Saved data entries:
**********

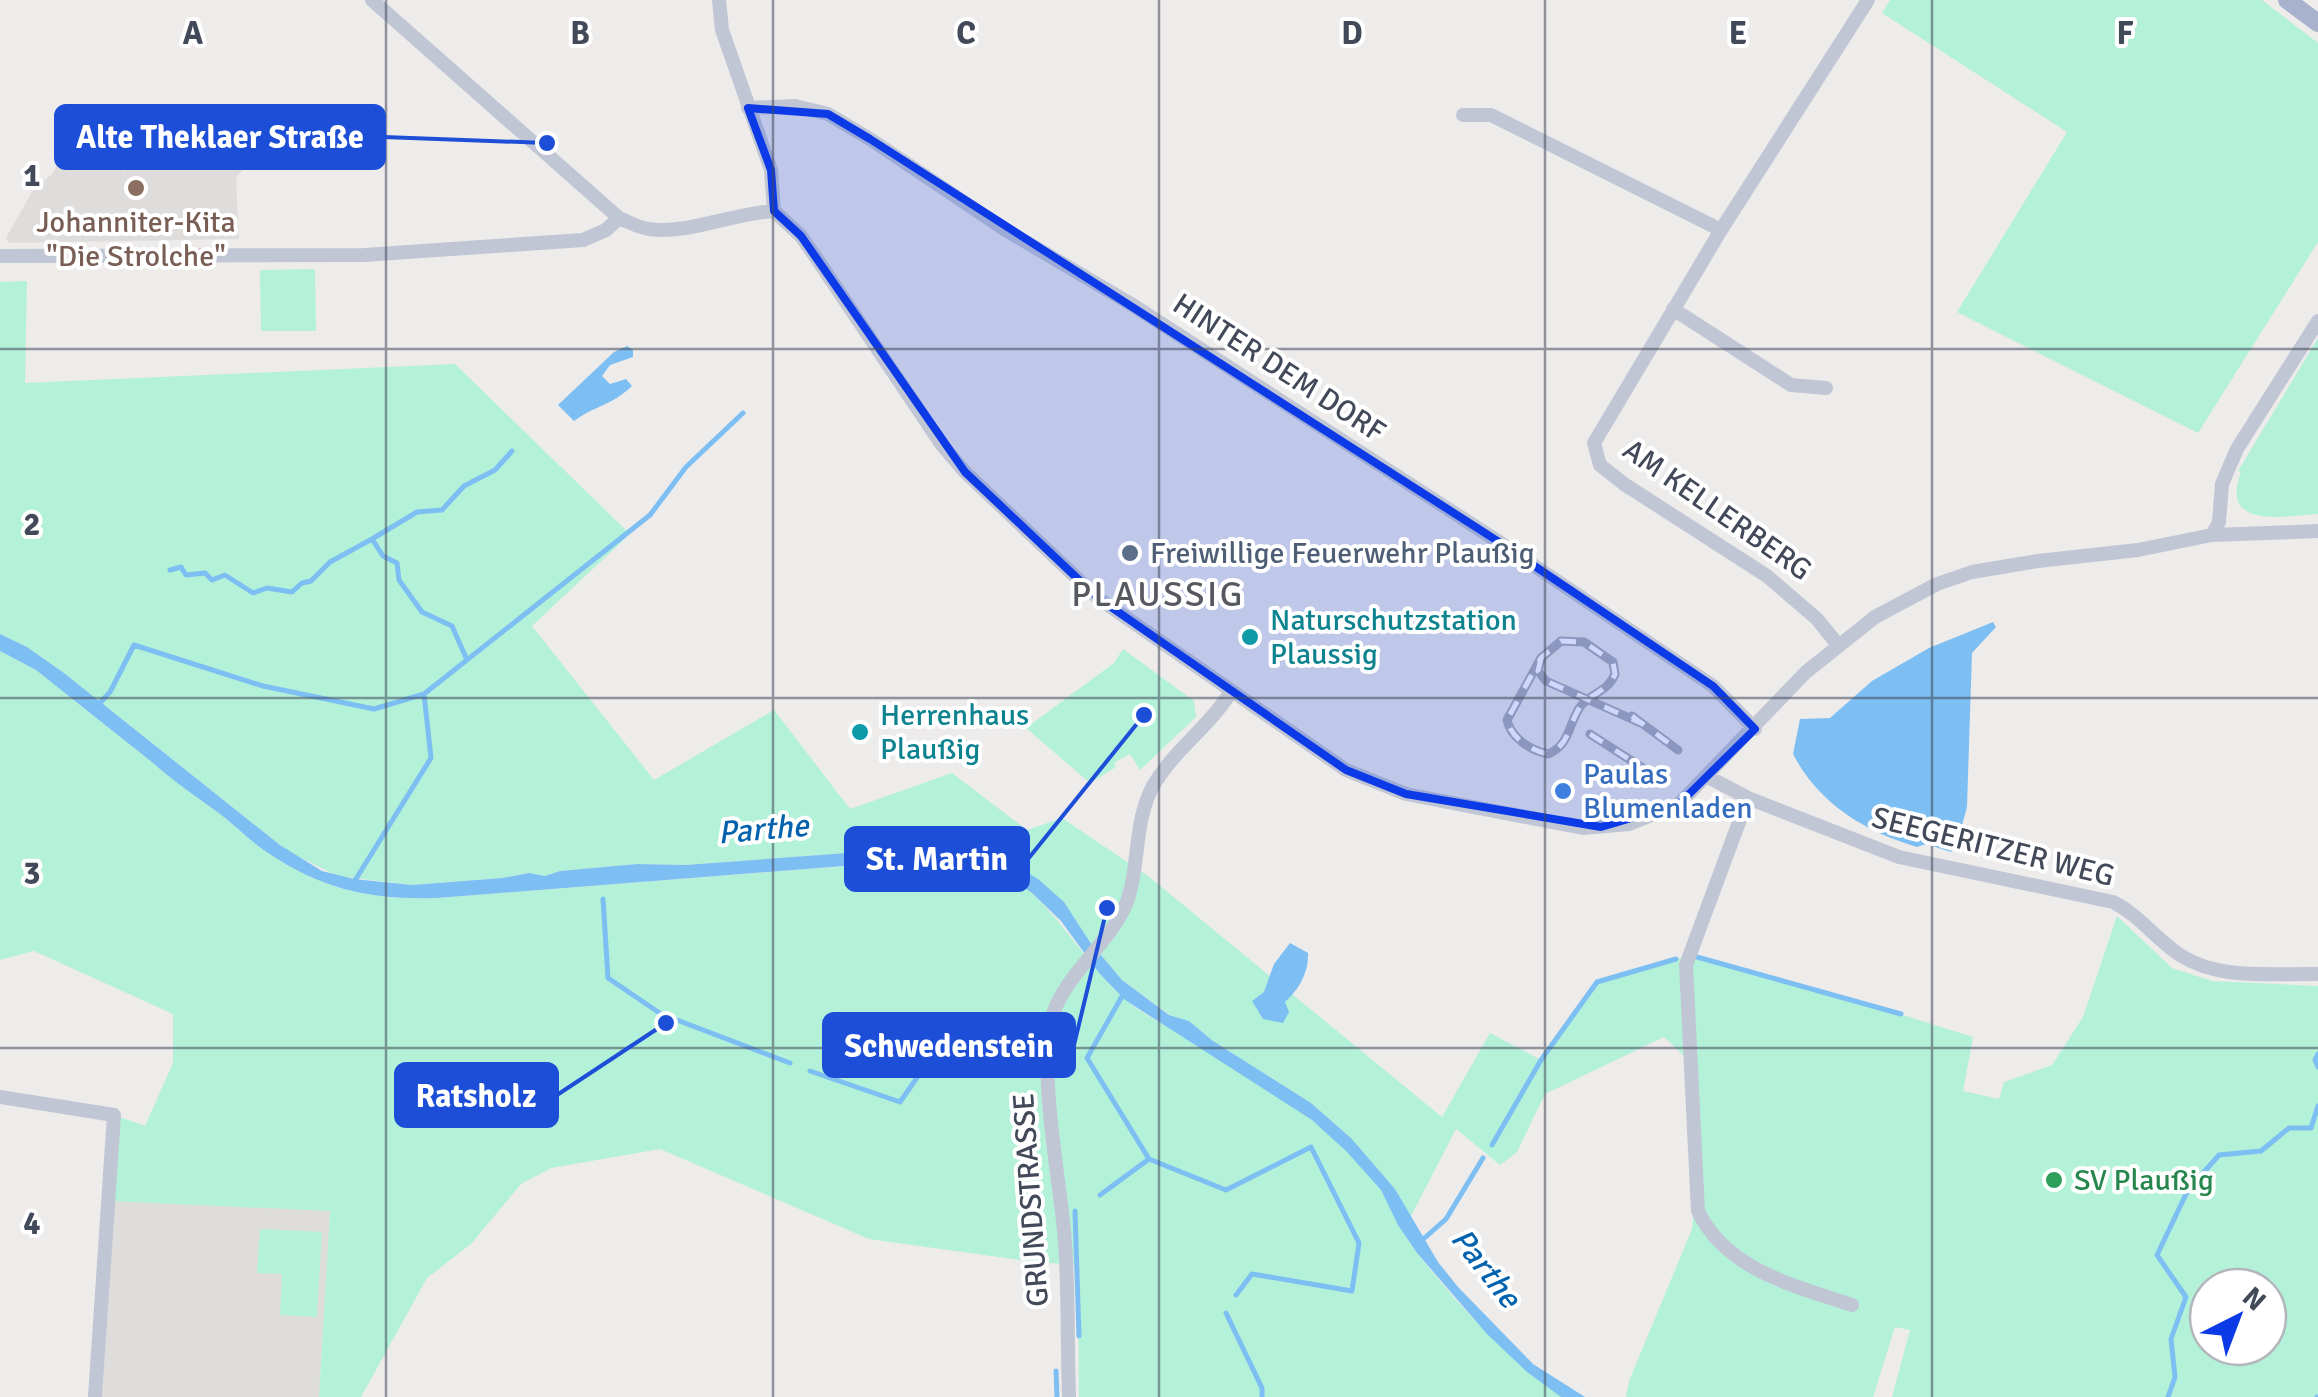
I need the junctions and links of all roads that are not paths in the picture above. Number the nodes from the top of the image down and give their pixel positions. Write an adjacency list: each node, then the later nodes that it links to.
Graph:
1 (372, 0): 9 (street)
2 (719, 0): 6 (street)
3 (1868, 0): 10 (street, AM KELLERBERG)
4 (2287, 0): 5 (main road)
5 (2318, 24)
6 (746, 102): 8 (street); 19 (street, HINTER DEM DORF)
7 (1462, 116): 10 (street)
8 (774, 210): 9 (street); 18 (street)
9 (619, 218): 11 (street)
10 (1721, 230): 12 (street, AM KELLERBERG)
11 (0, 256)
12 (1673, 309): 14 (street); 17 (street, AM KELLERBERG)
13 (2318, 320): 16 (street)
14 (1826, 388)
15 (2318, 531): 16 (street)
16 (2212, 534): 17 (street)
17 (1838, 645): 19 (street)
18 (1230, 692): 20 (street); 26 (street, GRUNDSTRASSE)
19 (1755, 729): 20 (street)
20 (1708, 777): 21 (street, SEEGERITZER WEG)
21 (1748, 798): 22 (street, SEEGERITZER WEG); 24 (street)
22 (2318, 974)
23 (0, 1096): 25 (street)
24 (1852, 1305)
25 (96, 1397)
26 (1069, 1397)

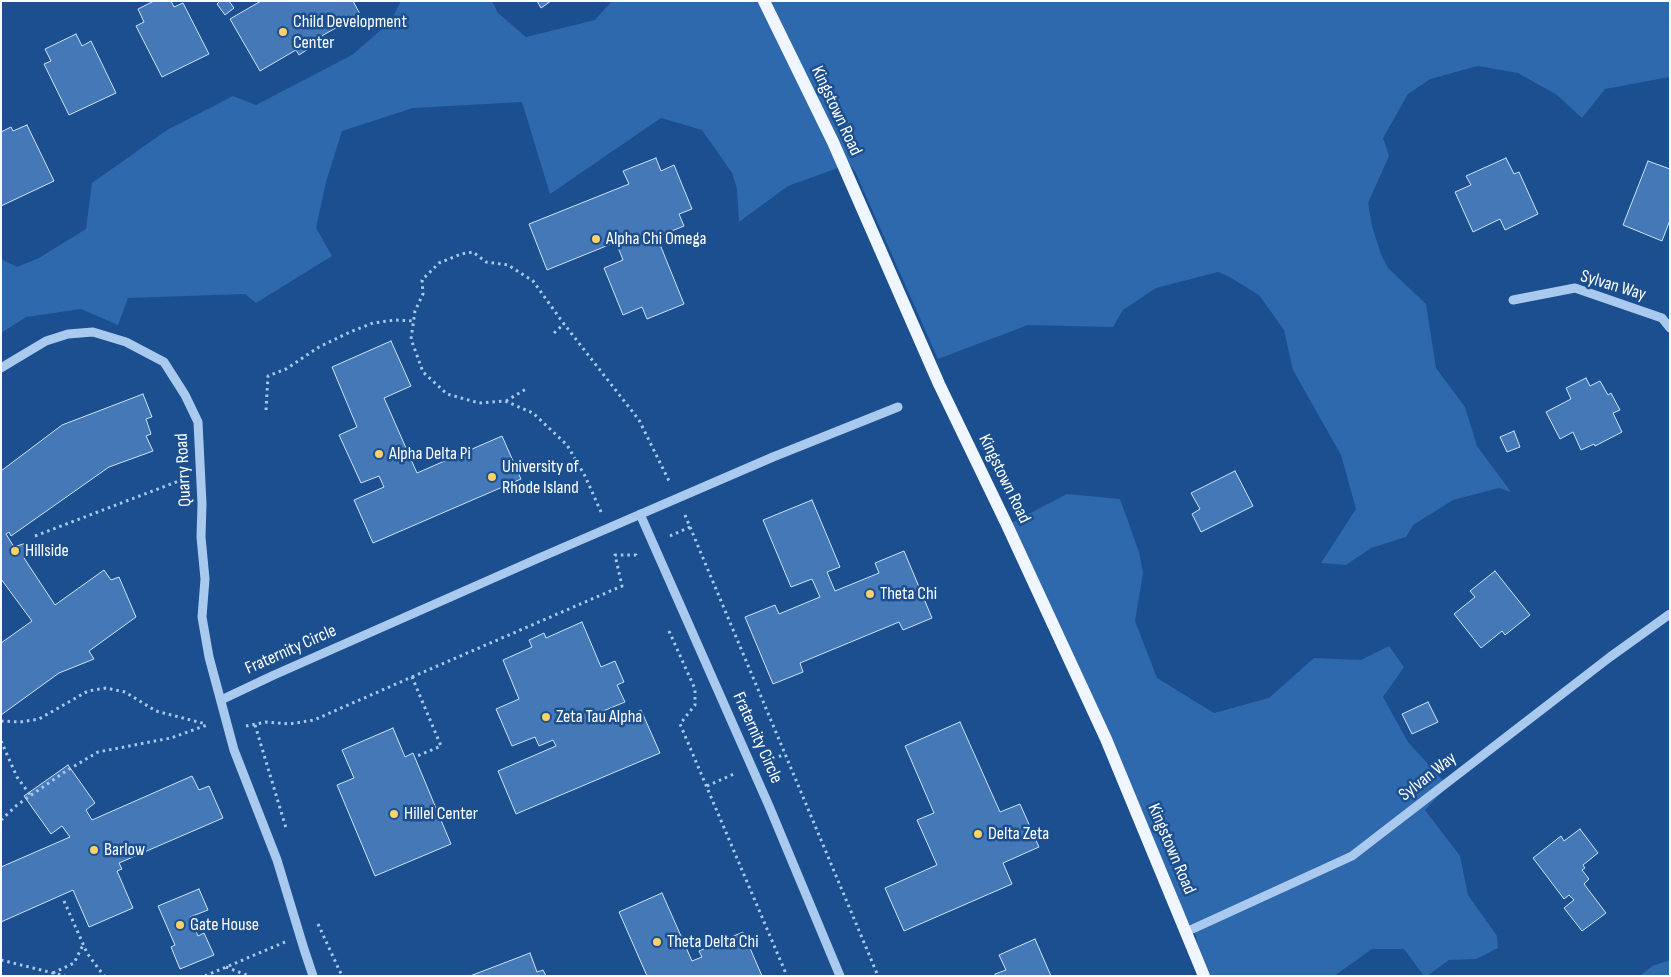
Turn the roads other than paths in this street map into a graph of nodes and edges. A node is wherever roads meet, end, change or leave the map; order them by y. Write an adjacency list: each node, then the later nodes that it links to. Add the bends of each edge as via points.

**********

Check each line of the entries above for the string "nodes", and return those that contain it.

I need the junctions and links of all roads that are not paths in the picture above. Number the nodes from the top of the image down and give their pixel positions. Write an adjacency list: each node, then the later nodes that it links to.
Turn the roads other than paths in this street map into a graph of nodes and edges. A node is wherever roads meet, end, change or leave the map; order them by y. Write an adjacency list: each node, then the later nodes that it links to. Add the bends of each edge as via points.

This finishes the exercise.